### What is needed
In the records below, find every line that contains "Fraser" and list it.

Supplied data Start Marker

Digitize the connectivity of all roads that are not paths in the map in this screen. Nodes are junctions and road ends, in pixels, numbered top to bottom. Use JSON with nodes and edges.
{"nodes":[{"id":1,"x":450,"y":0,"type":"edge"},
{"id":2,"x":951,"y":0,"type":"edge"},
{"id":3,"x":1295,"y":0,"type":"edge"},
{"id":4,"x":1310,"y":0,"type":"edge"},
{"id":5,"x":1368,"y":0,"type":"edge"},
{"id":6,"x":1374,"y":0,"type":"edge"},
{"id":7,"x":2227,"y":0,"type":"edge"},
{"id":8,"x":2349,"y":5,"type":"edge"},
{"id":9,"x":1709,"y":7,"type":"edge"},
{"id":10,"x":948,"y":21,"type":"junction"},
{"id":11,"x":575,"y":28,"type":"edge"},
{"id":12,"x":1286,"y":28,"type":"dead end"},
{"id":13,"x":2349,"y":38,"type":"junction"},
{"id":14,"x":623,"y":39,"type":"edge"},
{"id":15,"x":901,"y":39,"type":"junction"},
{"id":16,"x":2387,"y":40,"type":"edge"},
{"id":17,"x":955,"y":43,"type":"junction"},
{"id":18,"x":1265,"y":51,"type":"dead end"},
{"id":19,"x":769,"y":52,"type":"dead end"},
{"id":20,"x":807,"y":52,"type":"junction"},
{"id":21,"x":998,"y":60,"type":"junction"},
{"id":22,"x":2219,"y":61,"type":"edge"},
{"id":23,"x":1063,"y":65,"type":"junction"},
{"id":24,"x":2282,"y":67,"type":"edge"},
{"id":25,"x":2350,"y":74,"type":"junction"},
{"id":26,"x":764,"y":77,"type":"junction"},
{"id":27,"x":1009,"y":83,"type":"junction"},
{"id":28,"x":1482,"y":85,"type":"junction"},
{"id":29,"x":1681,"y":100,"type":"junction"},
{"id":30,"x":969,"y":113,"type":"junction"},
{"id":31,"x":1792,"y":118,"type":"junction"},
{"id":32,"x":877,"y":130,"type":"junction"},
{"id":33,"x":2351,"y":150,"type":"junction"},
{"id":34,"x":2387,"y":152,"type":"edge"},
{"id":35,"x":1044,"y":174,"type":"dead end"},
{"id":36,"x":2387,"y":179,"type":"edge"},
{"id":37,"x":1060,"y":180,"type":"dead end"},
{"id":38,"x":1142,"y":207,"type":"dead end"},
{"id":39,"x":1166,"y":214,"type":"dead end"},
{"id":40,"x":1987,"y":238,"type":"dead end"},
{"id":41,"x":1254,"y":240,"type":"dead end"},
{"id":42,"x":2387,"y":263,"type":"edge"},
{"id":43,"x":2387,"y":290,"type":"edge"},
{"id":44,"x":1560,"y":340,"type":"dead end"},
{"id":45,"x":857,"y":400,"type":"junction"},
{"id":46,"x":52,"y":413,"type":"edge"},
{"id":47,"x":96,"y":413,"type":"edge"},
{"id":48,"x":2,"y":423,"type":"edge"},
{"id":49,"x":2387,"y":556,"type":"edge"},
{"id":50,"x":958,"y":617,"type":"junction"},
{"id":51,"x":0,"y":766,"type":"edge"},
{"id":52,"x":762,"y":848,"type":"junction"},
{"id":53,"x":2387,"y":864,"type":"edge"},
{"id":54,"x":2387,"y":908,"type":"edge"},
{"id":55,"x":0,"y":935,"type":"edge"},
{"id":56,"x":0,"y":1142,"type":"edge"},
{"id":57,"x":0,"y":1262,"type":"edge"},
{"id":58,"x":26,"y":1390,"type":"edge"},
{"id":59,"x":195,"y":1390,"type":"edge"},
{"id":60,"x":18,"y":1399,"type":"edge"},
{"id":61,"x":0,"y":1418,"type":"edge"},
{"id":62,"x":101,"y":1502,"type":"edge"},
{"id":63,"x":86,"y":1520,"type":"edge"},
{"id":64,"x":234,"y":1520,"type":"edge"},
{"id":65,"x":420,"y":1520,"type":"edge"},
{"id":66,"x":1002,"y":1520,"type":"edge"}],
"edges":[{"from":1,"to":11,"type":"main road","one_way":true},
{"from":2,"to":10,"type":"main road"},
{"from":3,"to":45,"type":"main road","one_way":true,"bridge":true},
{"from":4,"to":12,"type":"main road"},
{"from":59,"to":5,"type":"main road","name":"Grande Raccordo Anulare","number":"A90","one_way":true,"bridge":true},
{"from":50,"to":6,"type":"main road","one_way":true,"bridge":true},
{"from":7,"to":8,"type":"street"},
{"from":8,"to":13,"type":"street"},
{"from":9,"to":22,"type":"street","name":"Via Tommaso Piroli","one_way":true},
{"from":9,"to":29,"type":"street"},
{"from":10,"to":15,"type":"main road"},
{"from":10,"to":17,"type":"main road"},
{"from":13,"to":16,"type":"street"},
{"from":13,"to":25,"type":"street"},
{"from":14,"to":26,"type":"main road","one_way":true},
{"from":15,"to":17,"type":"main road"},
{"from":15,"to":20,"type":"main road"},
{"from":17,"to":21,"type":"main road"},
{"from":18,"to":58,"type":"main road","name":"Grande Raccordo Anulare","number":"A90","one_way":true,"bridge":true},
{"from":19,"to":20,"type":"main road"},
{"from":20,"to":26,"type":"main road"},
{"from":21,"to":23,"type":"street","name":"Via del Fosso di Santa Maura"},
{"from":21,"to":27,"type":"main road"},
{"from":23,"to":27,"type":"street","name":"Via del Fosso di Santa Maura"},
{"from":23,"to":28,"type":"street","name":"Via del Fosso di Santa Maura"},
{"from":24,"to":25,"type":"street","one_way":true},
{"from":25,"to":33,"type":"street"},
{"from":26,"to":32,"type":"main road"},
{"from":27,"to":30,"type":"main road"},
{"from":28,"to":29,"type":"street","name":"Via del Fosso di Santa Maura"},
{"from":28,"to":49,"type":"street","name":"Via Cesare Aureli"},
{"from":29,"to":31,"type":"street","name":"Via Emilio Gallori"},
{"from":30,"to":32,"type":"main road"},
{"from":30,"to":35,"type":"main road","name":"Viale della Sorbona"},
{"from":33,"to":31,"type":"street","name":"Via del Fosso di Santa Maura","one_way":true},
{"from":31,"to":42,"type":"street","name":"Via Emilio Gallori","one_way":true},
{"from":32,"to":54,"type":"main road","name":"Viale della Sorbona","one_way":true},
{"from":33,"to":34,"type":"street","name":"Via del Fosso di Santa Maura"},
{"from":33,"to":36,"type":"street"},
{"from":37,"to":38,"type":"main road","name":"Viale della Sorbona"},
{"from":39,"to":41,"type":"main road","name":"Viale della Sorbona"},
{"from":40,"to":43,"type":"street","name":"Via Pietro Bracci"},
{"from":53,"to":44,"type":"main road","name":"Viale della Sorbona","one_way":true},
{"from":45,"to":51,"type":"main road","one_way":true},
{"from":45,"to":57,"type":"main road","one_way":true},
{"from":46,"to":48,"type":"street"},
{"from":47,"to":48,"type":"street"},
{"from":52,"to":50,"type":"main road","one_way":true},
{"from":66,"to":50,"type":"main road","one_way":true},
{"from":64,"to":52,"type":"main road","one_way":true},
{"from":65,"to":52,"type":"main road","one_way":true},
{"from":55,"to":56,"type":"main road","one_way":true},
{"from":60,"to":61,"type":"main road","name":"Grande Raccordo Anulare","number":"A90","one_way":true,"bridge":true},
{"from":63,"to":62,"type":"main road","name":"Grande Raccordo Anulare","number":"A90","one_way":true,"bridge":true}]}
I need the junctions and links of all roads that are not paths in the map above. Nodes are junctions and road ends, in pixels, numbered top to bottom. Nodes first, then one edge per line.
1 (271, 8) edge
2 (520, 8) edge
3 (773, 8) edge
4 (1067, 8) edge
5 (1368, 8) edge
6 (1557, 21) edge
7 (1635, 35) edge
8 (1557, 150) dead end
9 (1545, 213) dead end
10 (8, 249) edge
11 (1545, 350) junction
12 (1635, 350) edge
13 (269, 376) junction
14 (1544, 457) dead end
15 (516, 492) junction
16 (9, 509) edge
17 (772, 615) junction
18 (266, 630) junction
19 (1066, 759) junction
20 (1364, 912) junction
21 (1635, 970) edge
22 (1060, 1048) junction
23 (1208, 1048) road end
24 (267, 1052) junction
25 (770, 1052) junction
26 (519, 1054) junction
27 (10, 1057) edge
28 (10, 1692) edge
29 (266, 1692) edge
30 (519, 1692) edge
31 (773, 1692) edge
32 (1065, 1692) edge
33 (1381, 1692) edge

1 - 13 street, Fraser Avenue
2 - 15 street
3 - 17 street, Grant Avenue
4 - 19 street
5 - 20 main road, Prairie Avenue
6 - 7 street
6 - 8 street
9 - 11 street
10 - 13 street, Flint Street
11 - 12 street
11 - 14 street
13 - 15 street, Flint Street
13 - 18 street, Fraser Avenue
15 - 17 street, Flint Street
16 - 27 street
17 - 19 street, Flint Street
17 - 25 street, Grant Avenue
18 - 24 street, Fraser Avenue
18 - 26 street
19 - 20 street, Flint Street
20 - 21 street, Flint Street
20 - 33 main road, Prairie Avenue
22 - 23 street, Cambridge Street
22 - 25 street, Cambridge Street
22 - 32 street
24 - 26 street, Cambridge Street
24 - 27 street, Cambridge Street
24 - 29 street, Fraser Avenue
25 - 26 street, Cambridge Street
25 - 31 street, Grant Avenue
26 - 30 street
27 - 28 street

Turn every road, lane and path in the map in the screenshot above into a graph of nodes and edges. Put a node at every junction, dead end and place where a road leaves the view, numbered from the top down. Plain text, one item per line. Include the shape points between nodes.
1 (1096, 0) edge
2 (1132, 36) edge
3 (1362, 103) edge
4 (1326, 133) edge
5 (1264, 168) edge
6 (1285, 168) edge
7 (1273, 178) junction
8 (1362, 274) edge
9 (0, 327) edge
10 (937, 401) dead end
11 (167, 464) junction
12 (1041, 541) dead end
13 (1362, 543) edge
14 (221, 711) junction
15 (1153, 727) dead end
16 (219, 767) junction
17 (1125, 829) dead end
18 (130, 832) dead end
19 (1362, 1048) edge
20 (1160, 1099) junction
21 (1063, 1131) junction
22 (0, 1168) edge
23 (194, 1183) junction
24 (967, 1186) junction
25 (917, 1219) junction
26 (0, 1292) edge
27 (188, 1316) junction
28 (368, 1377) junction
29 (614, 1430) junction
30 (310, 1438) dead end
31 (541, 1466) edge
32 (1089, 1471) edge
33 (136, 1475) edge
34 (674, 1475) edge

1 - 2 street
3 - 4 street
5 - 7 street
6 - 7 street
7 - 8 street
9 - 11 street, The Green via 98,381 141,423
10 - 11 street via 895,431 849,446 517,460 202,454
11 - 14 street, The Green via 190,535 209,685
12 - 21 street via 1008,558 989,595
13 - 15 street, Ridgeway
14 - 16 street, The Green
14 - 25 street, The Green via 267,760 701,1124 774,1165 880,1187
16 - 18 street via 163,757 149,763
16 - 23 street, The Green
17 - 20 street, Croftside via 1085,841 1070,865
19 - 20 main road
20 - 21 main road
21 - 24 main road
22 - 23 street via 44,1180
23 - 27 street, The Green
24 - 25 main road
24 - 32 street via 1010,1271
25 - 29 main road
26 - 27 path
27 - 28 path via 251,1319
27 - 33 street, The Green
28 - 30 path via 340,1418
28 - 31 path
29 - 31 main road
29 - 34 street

Supplied data End Marker

### Task answer
1 - 13 street, Fraser Avenue
13 - 18 street, Fraser Avenue
18 - 24 street, Fraser Avenue
24 - 29 street, Fraser Avenue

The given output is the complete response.